[Records provided]
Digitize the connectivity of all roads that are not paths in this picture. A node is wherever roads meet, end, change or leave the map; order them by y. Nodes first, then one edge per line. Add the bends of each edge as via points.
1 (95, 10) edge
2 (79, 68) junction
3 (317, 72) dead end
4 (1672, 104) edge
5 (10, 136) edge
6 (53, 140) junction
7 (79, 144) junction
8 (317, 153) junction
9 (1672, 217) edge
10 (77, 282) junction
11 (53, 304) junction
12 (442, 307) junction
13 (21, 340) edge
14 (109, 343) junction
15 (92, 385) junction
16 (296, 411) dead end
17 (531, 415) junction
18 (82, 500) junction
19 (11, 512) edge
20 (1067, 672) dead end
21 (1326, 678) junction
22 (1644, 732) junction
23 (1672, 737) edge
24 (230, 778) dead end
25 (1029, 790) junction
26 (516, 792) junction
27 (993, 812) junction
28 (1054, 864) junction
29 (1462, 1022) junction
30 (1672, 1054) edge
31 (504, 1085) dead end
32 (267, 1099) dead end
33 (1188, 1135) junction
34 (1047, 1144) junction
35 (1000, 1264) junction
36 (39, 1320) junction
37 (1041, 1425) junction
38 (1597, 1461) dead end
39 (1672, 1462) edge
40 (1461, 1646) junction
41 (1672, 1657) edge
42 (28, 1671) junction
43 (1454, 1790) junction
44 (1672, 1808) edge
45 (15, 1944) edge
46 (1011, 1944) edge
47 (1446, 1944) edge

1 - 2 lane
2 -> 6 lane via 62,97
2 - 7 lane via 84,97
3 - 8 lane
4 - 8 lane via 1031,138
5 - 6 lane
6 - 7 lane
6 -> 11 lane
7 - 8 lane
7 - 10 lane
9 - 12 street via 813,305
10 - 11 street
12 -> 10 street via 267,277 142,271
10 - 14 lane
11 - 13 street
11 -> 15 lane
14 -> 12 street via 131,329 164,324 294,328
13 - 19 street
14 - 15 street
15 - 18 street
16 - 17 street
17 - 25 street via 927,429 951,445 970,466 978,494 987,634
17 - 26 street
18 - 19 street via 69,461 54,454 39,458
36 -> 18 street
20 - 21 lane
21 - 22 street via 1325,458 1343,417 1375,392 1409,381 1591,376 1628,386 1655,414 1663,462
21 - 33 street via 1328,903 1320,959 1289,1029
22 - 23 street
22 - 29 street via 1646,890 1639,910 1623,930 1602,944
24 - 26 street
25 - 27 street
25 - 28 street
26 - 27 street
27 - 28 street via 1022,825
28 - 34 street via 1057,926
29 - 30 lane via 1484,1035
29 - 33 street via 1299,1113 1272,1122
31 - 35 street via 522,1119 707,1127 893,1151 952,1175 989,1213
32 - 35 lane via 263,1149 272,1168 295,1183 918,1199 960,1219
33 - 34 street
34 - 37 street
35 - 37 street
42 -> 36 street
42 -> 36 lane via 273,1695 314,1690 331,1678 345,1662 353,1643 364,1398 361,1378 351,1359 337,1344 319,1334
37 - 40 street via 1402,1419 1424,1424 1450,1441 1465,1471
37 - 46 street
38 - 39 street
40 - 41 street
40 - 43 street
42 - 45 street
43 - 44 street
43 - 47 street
[/Records provided]
→ Task to complete: Set down every entry exactly as given.

→ Result:
Digitize the connectivity of all roads that are not paths in this picture. A node is wherever roads meet, end, change or leave the map; order them by y. Nodes first, then one edge per line. Add the bends of each edge as via points.
1 (95, 10) edge
2 (79, 68) junction
3 (317, 72) dead end
4 (1672, 104) edge
5 (10, 136) edge
6 (53, 140) junction
7 (79, 144) junction
8 (317, 153) junction
9 (1672, 217) edge
10 (77, 282) junction
11 (53, 304) junction
12 (442, 307) junction
13 (21, 340) edge
14 (109, 343) junction
15 (92, 385) junction
16 (296, 411) dead end
17 (531, 415) junction
18 (82, 500) junction
19 (11, 512) edge
20 (1067, 672) dead end
21 (1326, 678) junction
22 (1644, 732) junction
23 (1672, 737) edge
24 (230, 778) dead end
25 (1029, 790) junction
26 (516, 792) junction
27 (993, 812) junction
28 (1054, 864) junction
29 (1462, 1022) junction
30 (1672, 1054) edge
31 (504, 1085) dead end
32 (267, 1099) dead end
33 (1188, 1135) junction
34 (1047, 1144) junction
35 (1000, 1264) junction
36 (39, 1320) junction
37 (1041, 1425) junction
38 (1597, 1461) dead end
39 (1672, 1462) edge
40 (1461, 1646) junction
41 (1672, 1657) edge
42 (28, 1671) junction
43 (1454, 1790) junction
44 (1672, 1808) edge
45 (15, 1944) edge
46 (1011, 1944) edge
47 (1446, 1944) edge

1 - 2 lane
2 -> 6 lane via 62,97
2 - 7 lane via 84,97
3 - 8 lane
4 - 8 lane via 1031,138
5 - 6 lane
6 - 7 lane
6 -> 11 lane
7 - 8 lane
7 - 10 lane
9 - 12 street via 813,305
10 - 11 street
12 -> 10 street via 267,277 142,271
10 - 14 lane
11 - 13 street
11 -> 15 lane
14 -> 12 street via 131,329 164,324 294,328
13 - 19 street
14 - 15 street
15 - 18 street
16 - 17 street
17 - 25 street via 927,429 951,445 970,466 978,494 987,634
17 - 26 street
18 - 19 street via 69,461 54,454 39,458
36 -> 18 street
20 - 21 lane
21 - 22 street via 1325,458 1343,417 1375,392 1409,381 1591,376 1628,386 1655,414 1663,462
21 - 33 street via 1328,903 1320,959 1289,1029
22 - 23 street
22 - 29 street via 1646,890 1639,910 1623,930 1602,944
24 - 26 street
25 - 27 street
25 - 28 street
26 - 27 street
27 - 28 street via 1022,825
28 - 34 street via 1057,926
29 - 30 lane via 1484,1035
29 - 33 street via 1299,1113 1272,1122
31 - 35 street via 522,1119 707,1127 893,1151 952,1175 989,1213
32 - 35 lane via 263,1149 272,1168 295,1183 918,1199 960,1219
33 - 34 street
34 - 37 street
35 - 37 street
42 -> 36 street
42 -> 36 lane via 273,1695 314,1690 331,1678 345,1662 353,1643 364,1398 361,1378 351,1359 337,1344 319,1334
37 - 40 street via 1402,1419 1424,1424 1450,1441 1465,1471
37 - 46 street
38 - 39 street
40 - 41 street
40 - 43 street
42 - 45 street
43 - 44 street
43 - 47 street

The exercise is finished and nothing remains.